For the entries below, say how many lines hold the word "Aleja", with the number as the only reply.

[Supplied records Boundary: Start]

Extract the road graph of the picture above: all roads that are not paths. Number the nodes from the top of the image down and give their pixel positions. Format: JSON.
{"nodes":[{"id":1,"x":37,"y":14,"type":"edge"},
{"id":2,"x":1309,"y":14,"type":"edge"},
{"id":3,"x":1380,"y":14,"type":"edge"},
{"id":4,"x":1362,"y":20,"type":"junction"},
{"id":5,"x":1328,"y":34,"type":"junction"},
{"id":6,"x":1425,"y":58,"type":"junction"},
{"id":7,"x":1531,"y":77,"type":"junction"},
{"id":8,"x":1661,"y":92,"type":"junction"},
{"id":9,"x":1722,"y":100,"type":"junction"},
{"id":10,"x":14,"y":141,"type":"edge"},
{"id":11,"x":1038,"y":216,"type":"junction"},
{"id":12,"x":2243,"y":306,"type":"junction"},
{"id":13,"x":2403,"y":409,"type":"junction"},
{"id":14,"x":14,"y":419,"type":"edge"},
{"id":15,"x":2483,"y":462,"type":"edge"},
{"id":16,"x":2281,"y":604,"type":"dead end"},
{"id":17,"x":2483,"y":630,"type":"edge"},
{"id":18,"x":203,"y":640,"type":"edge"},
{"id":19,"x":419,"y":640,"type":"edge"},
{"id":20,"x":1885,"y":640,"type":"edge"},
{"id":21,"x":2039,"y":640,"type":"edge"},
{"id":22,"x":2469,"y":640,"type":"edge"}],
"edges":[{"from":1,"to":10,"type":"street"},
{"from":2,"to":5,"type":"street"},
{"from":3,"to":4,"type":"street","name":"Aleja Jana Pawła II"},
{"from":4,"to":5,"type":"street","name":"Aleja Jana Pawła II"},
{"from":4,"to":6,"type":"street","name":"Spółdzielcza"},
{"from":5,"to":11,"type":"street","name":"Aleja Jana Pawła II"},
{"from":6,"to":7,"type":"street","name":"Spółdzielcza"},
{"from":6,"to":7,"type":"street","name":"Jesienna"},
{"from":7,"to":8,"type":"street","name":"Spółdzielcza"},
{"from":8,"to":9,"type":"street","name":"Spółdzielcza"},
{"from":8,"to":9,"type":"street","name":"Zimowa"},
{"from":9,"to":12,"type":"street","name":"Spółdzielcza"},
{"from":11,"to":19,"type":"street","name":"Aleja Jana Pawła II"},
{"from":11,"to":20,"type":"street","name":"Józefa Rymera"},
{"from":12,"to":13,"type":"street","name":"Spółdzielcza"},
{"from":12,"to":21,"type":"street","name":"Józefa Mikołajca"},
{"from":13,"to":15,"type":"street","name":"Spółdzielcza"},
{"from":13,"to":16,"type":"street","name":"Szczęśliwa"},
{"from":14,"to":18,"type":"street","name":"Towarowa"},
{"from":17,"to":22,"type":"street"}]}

[Supplied records Boundary: End]

Finished task: 4